** Prompt **
How many lines in the records below contain the word "linecap"? Answer with the number only.

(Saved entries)
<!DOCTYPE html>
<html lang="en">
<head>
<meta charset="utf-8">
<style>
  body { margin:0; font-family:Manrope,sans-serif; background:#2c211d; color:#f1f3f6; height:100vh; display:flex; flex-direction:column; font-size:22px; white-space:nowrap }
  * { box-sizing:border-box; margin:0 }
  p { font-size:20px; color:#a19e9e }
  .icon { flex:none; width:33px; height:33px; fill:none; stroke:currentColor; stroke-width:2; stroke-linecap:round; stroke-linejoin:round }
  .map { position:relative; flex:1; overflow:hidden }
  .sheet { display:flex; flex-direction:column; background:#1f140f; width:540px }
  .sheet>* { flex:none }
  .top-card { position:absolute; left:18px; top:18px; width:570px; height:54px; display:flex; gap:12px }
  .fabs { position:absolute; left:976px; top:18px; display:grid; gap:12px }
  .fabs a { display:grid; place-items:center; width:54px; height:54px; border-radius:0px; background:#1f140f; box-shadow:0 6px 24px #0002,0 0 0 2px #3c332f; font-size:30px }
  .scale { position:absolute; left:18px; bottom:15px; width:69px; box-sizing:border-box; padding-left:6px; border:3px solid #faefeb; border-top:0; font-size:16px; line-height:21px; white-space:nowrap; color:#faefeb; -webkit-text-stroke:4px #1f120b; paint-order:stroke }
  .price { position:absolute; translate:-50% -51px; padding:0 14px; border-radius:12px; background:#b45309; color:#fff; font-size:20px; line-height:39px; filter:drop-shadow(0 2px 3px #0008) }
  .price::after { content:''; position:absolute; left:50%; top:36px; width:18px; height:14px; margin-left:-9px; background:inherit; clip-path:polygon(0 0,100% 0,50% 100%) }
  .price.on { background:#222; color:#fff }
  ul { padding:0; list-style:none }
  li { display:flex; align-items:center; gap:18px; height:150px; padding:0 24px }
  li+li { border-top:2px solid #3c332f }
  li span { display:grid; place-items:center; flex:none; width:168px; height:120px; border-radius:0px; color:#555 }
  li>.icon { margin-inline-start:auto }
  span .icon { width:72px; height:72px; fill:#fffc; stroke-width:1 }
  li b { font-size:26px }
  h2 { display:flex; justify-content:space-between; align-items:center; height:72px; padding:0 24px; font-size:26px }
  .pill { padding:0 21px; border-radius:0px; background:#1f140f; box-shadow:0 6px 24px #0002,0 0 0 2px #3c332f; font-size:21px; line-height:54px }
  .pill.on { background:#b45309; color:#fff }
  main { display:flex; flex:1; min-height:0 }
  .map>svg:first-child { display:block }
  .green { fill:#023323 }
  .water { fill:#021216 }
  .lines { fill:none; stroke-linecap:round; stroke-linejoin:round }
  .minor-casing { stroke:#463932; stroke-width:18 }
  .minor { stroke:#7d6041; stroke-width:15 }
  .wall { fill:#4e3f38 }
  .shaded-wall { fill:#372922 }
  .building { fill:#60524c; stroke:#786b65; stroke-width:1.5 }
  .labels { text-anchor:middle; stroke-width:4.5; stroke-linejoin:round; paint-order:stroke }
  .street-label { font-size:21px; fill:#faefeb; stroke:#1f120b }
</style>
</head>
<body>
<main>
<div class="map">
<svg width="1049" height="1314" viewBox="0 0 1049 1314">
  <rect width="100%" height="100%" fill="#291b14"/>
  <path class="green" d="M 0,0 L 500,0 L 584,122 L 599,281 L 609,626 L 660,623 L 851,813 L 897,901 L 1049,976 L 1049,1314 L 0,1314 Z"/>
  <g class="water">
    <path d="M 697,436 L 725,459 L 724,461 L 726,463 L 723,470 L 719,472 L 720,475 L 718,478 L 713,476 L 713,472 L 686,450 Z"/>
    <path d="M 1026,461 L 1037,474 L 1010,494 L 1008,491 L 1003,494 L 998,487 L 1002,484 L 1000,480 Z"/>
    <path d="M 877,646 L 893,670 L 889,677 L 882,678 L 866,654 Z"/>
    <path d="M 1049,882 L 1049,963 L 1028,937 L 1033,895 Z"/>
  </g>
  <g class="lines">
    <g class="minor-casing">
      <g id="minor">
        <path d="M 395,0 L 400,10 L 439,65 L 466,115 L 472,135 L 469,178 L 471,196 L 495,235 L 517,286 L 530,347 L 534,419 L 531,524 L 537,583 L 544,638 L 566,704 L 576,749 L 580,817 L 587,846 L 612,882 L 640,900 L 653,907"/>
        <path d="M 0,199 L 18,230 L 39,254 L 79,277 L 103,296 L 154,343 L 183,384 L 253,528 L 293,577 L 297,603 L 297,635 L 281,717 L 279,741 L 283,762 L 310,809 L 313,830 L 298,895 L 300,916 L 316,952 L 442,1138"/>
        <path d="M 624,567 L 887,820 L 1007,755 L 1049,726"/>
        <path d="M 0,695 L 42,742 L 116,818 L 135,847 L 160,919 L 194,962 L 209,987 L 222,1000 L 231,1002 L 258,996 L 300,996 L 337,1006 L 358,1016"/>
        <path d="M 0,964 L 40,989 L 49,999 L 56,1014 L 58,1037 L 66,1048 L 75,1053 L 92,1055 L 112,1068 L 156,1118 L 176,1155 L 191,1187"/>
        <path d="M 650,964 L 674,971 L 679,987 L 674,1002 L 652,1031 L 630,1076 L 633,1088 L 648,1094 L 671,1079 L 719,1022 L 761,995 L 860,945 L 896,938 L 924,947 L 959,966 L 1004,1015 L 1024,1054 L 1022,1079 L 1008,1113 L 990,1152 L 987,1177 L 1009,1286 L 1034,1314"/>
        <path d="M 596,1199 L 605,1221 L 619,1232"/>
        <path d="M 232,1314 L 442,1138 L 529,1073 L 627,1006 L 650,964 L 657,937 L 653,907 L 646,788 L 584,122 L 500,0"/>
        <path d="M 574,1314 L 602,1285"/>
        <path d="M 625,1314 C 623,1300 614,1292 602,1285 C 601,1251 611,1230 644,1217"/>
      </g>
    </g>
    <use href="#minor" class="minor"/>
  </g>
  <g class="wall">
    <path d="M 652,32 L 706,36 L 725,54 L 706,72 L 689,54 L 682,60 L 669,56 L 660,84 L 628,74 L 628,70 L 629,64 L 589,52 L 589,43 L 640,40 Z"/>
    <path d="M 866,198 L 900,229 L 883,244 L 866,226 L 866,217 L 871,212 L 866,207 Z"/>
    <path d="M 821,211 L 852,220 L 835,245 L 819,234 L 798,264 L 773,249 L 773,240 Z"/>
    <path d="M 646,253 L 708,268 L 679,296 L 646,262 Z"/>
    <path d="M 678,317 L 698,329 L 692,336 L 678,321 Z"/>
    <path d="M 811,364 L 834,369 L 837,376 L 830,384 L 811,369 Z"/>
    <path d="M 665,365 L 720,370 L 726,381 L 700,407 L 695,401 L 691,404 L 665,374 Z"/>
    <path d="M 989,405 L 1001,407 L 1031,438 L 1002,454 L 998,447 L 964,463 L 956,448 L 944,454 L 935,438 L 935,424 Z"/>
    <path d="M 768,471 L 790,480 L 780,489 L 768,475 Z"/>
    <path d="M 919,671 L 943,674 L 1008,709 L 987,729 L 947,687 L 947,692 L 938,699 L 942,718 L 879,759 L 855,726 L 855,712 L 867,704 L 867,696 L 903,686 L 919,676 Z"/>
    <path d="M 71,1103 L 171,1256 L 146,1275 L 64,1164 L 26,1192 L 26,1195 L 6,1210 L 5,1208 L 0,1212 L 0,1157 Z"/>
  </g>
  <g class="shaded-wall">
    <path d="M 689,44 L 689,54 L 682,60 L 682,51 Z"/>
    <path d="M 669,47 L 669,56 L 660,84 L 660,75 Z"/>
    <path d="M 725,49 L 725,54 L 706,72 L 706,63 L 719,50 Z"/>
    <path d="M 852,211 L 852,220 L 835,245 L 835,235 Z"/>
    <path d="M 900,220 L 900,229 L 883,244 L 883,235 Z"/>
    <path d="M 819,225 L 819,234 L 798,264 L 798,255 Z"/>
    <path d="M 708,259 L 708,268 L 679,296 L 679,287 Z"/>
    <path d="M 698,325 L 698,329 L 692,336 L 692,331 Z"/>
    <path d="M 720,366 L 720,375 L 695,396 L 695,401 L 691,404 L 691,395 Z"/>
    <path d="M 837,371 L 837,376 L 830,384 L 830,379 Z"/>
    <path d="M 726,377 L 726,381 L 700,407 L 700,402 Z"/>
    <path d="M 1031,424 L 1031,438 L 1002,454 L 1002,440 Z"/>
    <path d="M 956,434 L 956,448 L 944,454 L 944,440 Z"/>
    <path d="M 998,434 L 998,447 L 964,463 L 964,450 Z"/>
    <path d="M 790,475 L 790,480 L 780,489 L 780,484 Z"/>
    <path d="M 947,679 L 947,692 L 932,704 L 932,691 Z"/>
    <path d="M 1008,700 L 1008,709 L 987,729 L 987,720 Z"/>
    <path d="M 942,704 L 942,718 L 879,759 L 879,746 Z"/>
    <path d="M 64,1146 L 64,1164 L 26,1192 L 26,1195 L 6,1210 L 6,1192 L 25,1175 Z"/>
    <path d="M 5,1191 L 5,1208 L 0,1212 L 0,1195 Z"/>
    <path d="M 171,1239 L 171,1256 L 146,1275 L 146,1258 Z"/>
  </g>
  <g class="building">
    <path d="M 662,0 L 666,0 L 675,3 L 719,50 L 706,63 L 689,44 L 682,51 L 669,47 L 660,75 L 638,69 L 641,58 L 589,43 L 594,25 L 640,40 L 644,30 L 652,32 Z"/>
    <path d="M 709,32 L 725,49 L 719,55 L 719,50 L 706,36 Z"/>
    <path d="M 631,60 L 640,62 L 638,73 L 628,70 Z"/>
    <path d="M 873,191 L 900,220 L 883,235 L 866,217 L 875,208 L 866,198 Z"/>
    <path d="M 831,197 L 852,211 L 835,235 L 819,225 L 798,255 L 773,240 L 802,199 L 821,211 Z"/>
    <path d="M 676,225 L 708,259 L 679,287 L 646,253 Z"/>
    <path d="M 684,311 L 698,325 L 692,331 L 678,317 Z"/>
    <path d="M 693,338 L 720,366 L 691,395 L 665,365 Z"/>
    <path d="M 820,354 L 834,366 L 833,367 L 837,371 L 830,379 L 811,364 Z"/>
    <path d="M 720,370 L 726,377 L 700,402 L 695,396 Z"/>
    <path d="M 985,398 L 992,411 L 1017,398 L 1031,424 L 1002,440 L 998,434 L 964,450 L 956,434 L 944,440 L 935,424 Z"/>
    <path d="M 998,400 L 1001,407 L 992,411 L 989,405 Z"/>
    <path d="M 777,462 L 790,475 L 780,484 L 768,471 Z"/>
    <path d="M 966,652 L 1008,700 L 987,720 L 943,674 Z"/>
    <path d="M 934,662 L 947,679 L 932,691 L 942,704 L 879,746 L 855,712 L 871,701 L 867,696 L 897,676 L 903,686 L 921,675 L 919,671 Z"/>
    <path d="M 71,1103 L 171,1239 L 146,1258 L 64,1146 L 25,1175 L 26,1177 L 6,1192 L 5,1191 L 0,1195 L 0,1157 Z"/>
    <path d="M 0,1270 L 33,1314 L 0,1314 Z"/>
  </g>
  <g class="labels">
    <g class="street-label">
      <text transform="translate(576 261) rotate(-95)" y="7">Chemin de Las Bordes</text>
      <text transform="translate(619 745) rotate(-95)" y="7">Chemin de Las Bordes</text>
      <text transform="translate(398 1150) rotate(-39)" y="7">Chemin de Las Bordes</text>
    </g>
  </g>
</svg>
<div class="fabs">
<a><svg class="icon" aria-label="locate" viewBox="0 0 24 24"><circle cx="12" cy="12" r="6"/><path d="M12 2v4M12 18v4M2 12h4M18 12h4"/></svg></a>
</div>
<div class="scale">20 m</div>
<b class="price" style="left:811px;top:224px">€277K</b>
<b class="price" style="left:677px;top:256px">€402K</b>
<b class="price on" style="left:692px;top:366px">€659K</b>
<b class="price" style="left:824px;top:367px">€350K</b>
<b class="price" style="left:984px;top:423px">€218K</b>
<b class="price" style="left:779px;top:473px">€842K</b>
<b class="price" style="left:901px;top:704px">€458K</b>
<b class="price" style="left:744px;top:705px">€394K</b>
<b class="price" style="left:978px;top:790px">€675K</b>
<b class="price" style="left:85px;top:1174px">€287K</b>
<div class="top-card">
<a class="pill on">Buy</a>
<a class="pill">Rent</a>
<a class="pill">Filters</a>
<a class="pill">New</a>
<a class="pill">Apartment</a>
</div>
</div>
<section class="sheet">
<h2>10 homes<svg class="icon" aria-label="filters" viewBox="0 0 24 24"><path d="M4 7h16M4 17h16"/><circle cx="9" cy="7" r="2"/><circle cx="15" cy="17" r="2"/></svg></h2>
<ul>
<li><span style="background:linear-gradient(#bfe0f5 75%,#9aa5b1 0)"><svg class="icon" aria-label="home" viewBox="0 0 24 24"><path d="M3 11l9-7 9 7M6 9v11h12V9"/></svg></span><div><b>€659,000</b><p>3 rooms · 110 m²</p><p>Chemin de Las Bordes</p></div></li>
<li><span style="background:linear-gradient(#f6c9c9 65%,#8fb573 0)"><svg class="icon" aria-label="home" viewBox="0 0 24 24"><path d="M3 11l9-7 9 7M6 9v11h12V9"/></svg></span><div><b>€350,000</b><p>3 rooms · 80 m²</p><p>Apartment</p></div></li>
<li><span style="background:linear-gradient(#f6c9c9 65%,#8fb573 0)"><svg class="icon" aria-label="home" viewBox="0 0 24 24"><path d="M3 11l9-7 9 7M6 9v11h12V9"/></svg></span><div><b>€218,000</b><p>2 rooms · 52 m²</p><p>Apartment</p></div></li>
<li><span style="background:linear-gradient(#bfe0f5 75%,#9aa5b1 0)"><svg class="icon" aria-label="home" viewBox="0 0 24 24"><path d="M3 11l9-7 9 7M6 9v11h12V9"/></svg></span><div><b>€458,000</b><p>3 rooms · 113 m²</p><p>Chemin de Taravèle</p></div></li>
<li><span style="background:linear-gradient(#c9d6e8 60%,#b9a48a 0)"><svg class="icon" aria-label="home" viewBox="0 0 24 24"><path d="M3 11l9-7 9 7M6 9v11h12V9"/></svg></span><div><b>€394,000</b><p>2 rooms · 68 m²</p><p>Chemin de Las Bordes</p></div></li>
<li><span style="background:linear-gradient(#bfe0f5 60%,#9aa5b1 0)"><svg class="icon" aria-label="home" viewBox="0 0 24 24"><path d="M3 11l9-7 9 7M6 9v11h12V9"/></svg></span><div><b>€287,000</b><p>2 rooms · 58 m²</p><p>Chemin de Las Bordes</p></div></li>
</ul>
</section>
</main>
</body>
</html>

** Task response **
2